■ **Task directions**: The word "joint" may appear in some of the lines below. State how many lines contain it, and write only that number.

[Dataset entries]
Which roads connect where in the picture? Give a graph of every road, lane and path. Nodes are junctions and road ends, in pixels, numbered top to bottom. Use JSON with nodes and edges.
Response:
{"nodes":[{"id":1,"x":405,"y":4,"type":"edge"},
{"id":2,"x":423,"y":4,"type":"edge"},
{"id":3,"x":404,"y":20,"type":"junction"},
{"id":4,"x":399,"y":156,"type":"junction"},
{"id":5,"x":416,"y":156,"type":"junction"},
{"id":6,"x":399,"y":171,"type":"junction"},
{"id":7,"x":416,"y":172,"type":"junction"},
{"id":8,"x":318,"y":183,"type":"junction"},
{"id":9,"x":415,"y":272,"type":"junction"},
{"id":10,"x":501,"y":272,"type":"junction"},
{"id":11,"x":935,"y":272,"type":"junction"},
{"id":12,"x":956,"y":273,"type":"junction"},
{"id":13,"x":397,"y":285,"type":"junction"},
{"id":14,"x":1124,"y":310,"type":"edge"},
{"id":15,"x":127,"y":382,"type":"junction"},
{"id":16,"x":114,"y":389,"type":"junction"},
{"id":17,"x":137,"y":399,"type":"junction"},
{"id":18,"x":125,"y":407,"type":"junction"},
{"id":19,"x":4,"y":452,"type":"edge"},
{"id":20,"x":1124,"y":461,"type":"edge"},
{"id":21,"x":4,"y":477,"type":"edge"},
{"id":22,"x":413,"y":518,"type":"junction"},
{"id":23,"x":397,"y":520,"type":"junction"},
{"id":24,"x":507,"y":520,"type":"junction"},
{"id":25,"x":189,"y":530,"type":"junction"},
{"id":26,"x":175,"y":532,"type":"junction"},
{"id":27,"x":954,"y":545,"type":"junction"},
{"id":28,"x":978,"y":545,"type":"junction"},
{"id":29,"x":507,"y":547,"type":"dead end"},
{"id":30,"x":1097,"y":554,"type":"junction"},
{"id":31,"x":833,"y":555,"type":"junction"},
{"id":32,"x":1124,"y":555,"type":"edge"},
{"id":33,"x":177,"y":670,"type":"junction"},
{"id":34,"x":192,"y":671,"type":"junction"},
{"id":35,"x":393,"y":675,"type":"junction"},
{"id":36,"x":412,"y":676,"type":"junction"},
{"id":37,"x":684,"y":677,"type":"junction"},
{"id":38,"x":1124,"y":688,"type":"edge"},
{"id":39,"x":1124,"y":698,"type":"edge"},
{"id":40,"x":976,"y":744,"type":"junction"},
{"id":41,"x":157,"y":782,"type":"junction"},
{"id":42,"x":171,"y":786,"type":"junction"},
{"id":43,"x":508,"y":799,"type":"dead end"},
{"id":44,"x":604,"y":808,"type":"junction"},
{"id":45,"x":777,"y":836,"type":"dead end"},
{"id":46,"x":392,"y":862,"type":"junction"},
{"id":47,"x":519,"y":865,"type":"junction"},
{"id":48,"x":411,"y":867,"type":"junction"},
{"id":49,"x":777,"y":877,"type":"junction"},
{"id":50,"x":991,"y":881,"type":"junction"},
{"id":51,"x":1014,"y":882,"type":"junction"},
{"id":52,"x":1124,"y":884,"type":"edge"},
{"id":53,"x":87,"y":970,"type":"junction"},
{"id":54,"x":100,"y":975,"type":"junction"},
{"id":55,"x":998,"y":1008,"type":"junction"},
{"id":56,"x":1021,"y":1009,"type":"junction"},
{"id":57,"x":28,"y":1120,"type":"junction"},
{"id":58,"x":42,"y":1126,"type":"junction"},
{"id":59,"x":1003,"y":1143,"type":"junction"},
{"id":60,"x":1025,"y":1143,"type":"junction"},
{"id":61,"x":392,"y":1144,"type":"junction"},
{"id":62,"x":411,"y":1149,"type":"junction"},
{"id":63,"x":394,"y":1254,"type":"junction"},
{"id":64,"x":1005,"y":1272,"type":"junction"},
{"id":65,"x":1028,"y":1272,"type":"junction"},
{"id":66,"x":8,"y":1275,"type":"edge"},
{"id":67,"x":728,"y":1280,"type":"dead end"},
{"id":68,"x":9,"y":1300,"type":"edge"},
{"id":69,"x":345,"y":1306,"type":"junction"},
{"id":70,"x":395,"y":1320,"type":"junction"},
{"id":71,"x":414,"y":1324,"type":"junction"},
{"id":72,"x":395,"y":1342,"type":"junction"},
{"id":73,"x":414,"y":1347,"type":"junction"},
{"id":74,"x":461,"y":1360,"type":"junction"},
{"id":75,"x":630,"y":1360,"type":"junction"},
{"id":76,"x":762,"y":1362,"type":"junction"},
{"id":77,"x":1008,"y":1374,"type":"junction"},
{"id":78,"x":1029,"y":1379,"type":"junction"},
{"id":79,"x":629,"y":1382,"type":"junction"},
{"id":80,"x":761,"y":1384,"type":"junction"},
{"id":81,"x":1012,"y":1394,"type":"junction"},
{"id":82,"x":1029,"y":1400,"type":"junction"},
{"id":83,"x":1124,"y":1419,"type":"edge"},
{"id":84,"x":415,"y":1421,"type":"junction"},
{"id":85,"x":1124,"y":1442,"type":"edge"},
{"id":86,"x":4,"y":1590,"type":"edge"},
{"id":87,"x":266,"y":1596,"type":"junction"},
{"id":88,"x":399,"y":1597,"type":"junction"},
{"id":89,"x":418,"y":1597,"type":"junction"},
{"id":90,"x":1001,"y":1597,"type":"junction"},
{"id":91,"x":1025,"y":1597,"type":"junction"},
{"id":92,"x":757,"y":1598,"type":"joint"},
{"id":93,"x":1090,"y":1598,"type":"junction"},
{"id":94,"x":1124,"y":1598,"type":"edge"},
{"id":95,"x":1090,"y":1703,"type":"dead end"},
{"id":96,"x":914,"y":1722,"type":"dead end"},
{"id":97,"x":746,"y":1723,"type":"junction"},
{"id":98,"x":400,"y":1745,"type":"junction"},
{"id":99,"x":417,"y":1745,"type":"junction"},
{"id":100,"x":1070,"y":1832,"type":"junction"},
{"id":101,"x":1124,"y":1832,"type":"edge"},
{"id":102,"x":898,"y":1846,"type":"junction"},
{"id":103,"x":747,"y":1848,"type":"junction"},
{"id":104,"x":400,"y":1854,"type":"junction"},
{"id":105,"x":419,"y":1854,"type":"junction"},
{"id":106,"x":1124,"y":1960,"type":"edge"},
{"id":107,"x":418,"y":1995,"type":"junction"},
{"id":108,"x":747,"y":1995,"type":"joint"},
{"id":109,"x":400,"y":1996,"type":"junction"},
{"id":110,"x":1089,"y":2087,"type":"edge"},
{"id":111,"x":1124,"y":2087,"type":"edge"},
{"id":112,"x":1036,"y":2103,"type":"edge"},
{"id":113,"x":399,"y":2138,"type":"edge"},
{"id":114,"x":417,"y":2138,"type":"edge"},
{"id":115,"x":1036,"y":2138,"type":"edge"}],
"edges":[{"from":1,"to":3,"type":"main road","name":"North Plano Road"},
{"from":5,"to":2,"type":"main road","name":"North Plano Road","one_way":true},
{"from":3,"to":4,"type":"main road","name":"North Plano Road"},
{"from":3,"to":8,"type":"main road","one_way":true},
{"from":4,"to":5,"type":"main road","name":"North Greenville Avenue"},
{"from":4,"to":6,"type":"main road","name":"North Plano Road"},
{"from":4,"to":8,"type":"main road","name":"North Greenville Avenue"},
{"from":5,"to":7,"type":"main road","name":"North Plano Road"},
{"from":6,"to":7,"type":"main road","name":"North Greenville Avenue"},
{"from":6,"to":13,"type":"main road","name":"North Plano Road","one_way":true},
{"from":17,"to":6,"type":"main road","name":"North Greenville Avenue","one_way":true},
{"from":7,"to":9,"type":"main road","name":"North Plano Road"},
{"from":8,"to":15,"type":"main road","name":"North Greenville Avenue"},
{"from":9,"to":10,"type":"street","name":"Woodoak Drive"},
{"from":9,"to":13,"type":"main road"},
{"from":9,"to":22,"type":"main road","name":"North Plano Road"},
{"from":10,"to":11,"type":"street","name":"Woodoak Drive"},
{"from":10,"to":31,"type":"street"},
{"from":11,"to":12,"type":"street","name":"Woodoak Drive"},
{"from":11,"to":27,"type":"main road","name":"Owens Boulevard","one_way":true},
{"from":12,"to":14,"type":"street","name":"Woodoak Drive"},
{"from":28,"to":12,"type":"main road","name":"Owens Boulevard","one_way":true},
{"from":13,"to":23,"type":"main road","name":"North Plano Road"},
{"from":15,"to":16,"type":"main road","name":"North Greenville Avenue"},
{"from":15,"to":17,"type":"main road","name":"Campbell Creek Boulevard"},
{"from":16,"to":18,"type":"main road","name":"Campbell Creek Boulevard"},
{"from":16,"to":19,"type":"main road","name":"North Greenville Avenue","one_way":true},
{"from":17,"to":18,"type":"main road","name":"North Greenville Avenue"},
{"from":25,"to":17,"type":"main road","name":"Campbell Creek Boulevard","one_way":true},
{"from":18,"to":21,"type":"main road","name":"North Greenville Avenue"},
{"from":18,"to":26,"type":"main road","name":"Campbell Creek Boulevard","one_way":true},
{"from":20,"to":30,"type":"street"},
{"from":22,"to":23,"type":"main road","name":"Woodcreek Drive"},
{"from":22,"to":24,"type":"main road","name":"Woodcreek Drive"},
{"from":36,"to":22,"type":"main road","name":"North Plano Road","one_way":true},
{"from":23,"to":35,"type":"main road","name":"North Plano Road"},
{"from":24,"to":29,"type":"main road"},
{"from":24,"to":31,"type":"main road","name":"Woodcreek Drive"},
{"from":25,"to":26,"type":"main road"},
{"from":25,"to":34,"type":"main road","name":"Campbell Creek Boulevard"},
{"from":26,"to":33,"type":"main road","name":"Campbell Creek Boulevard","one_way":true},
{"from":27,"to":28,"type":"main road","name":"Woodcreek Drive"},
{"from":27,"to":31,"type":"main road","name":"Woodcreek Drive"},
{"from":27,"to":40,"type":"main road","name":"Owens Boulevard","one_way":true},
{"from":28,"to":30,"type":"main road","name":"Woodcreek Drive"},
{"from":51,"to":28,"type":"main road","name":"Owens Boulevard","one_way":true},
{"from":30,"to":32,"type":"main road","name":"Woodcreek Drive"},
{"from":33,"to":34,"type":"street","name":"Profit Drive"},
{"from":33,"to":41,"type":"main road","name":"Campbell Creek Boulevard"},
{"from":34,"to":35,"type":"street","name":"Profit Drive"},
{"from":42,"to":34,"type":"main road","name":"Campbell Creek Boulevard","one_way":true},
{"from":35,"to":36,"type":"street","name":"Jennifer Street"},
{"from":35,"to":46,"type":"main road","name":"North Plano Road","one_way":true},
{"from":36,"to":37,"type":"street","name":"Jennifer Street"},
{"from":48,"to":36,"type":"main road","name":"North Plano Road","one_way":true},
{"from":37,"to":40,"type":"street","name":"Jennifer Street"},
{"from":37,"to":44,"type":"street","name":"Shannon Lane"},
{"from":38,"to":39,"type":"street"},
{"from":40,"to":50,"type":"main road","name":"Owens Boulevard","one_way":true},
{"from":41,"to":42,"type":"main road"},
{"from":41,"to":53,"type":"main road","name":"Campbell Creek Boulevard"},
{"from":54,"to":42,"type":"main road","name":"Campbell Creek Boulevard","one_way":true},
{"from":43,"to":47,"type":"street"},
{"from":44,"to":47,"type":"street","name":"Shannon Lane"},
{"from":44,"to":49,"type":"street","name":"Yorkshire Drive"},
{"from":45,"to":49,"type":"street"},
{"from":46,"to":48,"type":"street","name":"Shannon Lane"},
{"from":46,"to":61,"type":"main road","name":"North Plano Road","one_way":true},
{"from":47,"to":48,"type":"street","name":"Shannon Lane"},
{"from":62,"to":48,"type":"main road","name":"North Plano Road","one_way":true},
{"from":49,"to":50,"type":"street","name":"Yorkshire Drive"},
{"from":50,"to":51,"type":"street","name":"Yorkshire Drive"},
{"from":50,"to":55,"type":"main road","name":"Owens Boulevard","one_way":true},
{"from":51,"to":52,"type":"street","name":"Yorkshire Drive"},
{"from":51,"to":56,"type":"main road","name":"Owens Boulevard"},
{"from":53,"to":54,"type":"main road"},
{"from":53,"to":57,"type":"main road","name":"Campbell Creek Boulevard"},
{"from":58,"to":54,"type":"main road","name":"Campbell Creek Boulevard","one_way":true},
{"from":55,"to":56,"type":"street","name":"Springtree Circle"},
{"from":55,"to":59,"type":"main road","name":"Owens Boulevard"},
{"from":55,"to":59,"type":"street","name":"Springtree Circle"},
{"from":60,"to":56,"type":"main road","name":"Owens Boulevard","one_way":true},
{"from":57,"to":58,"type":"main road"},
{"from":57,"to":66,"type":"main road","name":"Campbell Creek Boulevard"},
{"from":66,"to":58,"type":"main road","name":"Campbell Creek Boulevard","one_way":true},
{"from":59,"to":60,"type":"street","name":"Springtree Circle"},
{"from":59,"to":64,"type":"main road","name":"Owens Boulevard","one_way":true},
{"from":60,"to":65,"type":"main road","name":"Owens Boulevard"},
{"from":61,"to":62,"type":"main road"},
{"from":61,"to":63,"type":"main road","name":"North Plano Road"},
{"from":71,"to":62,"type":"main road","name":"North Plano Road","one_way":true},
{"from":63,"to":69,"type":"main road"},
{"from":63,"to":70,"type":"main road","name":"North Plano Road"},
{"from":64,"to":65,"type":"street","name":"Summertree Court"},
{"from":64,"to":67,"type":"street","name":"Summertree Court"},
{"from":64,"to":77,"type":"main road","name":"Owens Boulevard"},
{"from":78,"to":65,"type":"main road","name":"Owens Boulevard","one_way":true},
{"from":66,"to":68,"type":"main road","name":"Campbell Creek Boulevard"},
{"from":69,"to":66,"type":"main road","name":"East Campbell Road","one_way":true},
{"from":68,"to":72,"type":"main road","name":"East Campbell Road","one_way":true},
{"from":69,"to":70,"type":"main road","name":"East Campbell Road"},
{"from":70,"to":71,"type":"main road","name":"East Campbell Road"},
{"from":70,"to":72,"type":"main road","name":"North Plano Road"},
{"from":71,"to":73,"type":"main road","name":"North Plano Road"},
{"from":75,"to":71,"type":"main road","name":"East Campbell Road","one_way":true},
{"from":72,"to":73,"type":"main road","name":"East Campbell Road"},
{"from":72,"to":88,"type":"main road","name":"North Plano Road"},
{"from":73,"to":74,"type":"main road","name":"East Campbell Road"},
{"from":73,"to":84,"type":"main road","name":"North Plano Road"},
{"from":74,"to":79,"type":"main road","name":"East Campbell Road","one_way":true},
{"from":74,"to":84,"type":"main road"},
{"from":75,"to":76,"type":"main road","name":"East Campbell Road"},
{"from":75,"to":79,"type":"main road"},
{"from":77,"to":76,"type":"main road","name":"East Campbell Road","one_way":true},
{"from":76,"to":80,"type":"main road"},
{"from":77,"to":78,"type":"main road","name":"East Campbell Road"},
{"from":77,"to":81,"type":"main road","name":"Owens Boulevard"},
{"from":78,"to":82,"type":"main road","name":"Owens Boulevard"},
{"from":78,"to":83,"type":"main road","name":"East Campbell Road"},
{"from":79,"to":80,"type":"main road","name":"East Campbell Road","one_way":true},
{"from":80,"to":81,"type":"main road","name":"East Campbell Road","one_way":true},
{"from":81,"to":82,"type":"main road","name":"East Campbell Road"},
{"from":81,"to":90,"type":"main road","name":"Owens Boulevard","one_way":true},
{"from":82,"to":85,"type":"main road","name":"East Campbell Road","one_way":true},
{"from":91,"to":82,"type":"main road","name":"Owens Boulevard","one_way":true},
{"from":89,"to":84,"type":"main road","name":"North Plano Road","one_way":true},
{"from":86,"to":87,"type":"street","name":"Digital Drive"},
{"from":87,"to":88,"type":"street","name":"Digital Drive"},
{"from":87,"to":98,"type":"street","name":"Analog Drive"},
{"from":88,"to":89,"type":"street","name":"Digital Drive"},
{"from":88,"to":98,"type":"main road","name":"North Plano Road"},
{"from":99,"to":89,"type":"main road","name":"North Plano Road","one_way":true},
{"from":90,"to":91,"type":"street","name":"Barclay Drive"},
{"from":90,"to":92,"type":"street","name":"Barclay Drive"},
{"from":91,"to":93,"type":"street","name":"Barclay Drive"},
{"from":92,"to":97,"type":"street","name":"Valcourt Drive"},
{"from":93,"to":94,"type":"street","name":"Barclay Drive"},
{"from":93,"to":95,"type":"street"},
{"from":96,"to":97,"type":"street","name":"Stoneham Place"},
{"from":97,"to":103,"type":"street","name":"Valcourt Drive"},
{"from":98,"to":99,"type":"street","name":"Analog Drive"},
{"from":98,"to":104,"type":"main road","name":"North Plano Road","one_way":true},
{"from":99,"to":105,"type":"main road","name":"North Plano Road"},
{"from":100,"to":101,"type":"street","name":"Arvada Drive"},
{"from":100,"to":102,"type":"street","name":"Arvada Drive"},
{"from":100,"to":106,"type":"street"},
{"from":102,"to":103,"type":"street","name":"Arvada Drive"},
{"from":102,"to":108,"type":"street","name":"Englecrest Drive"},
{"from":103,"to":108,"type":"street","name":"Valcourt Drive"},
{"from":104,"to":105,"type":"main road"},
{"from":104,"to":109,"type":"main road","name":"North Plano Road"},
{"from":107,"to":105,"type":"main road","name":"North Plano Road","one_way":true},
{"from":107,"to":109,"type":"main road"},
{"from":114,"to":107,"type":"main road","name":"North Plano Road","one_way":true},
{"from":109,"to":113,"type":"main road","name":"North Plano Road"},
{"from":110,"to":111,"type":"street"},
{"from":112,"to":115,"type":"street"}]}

■ **Solution**: 2